**Action item**
Copy each line from the entries that the word "highway" appears in.

**Supplied records**
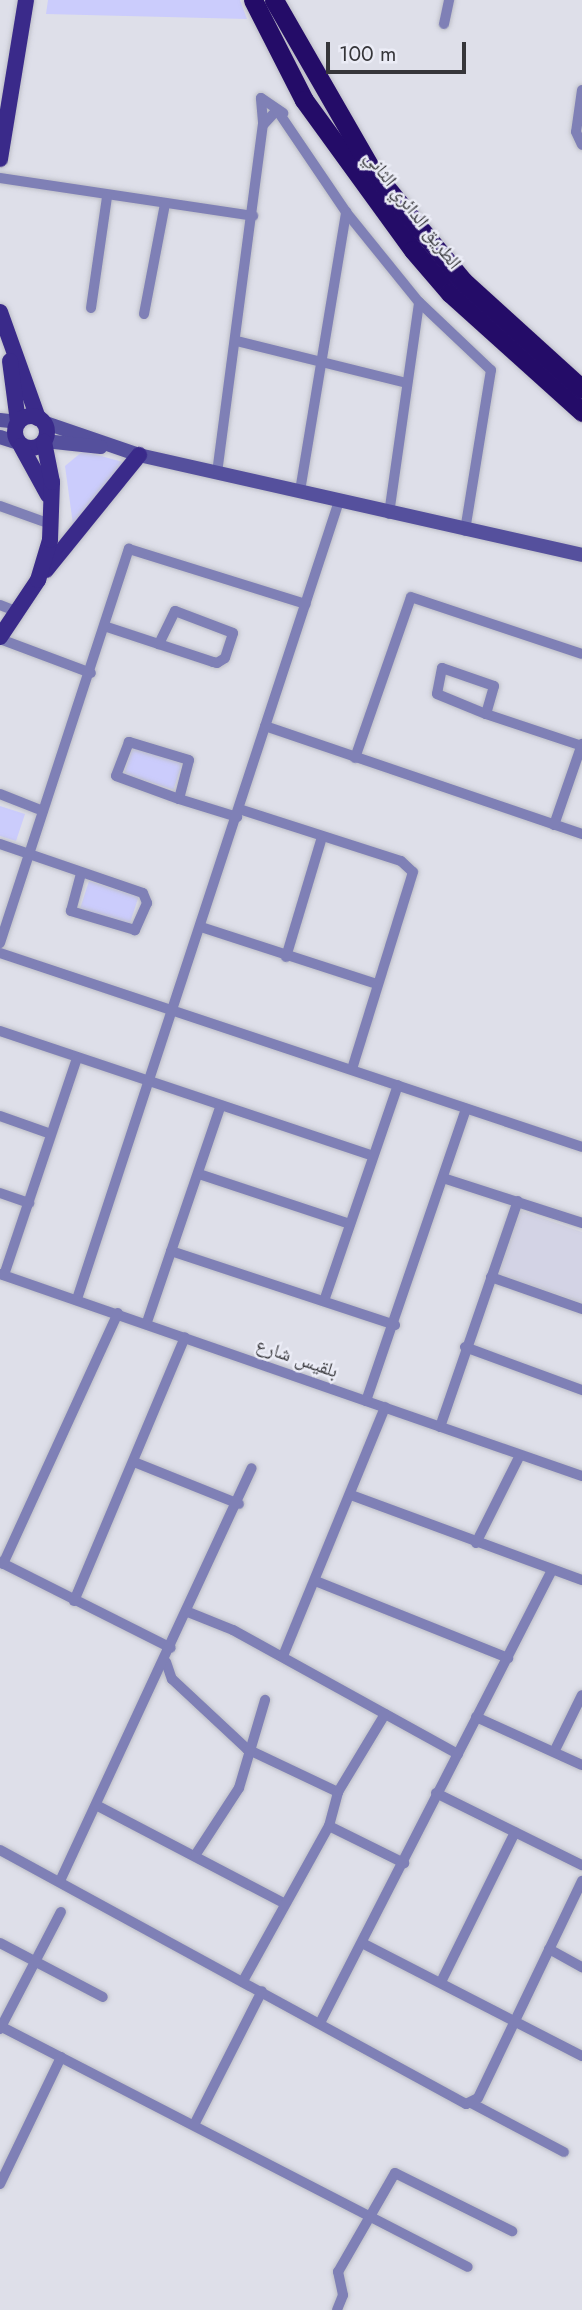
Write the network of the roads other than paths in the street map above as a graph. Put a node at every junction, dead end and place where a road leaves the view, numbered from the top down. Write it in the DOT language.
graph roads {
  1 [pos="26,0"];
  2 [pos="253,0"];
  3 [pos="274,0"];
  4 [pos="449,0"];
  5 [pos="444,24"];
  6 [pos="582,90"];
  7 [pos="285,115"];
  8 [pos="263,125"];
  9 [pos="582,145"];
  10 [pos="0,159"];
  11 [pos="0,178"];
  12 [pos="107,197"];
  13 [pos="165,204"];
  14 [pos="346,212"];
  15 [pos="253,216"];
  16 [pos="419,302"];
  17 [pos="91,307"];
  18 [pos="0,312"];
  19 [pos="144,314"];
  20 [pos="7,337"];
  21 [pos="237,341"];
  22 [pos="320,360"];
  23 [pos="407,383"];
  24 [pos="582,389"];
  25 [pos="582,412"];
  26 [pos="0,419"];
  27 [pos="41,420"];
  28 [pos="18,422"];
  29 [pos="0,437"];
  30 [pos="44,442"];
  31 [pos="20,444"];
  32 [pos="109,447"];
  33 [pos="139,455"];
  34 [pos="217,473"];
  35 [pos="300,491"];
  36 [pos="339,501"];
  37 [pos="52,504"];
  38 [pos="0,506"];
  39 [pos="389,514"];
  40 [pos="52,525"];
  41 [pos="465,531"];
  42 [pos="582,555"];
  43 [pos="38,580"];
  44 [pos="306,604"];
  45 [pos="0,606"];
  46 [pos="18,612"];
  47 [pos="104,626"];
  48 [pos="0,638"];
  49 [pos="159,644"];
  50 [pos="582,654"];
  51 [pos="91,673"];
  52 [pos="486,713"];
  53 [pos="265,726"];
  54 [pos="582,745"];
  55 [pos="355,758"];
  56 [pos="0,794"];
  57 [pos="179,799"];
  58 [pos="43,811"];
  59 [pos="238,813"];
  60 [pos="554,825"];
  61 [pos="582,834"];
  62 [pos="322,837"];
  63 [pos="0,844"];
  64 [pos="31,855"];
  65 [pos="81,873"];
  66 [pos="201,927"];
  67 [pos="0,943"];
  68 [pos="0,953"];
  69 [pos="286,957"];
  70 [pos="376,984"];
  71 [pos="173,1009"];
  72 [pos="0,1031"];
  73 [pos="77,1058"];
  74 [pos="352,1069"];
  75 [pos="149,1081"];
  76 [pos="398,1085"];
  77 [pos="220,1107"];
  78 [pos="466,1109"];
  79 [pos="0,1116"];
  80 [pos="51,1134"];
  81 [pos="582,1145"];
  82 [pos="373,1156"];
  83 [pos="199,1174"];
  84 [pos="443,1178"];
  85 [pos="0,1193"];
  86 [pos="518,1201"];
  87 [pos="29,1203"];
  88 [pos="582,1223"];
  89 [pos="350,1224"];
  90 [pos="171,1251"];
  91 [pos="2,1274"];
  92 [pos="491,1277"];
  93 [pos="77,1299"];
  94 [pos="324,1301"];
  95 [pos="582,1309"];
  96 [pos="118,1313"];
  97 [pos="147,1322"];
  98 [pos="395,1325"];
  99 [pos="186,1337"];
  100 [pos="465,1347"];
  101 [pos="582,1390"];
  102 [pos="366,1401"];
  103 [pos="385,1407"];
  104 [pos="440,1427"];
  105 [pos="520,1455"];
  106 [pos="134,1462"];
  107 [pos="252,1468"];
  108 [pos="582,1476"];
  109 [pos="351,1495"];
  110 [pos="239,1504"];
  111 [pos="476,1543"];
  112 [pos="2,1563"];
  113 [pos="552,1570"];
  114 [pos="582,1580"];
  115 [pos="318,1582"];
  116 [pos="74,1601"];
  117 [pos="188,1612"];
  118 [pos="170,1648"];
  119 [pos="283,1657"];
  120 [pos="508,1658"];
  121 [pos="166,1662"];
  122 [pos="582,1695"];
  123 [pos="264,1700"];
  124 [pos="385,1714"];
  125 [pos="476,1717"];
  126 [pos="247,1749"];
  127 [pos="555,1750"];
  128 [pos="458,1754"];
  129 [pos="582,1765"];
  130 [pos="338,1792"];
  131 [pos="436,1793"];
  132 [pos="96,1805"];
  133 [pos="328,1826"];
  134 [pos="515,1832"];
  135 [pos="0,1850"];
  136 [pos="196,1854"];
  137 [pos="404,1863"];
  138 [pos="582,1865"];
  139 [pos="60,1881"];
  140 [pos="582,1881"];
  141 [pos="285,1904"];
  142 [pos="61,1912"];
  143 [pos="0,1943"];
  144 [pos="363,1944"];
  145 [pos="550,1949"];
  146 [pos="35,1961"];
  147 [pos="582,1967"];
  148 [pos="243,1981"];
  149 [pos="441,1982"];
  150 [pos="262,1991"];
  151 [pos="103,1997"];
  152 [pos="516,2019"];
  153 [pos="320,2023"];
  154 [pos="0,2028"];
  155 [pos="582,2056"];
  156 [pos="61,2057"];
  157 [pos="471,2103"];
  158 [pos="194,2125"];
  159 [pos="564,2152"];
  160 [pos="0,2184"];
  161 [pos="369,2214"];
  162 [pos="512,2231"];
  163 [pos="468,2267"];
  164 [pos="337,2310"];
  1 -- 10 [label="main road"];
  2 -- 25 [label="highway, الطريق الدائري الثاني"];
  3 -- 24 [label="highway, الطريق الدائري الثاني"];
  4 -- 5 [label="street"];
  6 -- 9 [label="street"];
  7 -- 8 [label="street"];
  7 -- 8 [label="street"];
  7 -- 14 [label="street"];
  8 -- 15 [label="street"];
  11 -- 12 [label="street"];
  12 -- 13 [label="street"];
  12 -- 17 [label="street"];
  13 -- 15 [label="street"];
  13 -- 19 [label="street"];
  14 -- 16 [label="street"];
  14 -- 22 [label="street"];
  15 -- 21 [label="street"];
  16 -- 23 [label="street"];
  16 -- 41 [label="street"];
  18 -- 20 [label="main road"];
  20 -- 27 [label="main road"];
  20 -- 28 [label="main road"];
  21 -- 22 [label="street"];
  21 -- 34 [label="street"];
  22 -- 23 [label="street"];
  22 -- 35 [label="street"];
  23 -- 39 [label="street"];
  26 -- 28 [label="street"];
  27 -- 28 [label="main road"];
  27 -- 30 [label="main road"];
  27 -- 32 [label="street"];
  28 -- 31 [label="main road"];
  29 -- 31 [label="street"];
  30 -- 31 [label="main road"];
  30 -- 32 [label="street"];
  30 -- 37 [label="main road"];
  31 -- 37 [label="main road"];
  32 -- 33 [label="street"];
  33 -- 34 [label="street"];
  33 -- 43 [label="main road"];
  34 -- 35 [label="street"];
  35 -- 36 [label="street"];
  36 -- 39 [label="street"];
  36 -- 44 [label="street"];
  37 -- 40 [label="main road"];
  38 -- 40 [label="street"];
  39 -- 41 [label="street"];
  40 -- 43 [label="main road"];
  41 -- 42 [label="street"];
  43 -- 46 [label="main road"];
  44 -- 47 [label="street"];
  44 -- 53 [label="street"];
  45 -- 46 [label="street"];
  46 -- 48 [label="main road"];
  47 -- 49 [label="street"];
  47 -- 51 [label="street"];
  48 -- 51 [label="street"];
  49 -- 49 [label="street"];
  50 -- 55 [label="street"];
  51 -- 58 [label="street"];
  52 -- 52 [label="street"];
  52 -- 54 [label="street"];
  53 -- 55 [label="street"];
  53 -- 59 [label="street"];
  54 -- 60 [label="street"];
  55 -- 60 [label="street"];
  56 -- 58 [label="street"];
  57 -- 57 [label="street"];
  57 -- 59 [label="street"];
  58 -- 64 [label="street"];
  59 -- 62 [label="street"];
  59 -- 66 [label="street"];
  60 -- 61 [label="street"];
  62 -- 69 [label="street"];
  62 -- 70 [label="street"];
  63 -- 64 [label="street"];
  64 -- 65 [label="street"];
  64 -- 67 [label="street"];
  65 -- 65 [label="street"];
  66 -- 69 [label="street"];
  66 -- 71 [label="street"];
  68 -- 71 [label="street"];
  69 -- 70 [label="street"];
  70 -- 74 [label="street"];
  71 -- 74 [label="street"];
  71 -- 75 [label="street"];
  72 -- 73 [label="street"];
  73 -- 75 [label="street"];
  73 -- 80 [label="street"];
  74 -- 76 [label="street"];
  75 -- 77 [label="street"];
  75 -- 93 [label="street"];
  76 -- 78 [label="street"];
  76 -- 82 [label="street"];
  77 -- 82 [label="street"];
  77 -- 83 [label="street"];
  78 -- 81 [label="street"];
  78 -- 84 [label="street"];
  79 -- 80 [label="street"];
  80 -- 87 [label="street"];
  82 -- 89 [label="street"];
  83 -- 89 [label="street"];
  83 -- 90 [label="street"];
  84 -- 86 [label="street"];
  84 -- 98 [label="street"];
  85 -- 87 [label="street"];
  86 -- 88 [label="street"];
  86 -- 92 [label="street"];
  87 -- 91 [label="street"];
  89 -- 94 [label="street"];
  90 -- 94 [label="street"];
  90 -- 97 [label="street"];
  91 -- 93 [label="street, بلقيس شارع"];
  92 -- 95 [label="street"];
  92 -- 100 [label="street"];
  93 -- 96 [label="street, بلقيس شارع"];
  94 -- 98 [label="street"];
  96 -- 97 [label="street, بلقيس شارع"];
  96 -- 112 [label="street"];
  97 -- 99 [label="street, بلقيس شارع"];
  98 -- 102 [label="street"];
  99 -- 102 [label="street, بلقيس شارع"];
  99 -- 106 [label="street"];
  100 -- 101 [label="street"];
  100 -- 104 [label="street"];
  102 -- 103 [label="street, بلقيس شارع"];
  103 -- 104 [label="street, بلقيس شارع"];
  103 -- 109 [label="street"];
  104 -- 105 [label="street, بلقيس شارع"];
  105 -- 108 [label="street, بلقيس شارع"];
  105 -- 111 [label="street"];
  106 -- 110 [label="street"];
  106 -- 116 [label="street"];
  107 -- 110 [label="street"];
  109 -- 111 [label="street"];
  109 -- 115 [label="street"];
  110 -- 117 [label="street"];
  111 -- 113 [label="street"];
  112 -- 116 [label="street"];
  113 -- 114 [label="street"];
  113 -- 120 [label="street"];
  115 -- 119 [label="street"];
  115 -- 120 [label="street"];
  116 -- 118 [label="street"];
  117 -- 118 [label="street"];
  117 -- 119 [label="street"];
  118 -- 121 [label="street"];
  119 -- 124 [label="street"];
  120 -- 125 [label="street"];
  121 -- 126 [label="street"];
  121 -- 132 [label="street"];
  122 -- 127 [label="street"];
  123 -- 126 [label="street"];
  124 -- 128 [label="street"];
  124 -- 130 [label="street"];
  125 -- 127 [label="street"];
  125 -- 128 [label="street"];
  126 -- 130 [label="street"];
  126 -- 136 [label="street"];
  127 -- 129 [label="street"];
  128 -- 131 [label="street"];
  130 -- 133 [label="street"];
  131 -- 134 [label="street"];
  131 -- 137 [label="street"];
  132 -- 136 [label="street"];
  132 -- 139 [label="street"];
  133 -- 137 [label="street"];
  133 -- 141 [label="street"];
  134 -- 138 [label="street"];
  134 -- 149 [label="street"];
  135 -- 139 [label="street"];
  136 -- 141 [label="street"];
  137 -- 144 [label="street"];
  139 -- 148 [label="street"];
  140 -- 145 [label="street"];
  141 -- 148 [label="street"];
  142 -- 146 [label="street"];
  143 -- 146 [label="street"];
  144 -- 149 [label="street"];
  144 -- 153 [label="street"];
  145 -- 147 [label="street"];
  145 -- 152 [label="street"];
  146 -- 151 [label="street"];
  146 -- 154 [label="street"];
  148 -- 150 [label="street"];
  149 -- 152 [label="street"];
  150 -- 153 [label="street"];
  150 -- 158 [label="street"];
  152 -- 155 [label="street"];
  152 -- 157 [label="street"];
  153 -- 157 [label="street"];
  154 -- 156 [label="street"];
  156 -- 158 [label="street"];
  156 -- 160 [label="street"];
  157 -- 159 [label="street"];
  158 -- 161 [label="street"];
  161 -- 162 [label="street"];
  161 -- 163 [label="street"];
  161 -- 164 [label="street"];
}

**Task result**
  2 -- 25 [label="highway, الطريق الدائري الثاني"];
  3 -- 24 [label="highway, الطريق الدائري الثاني"];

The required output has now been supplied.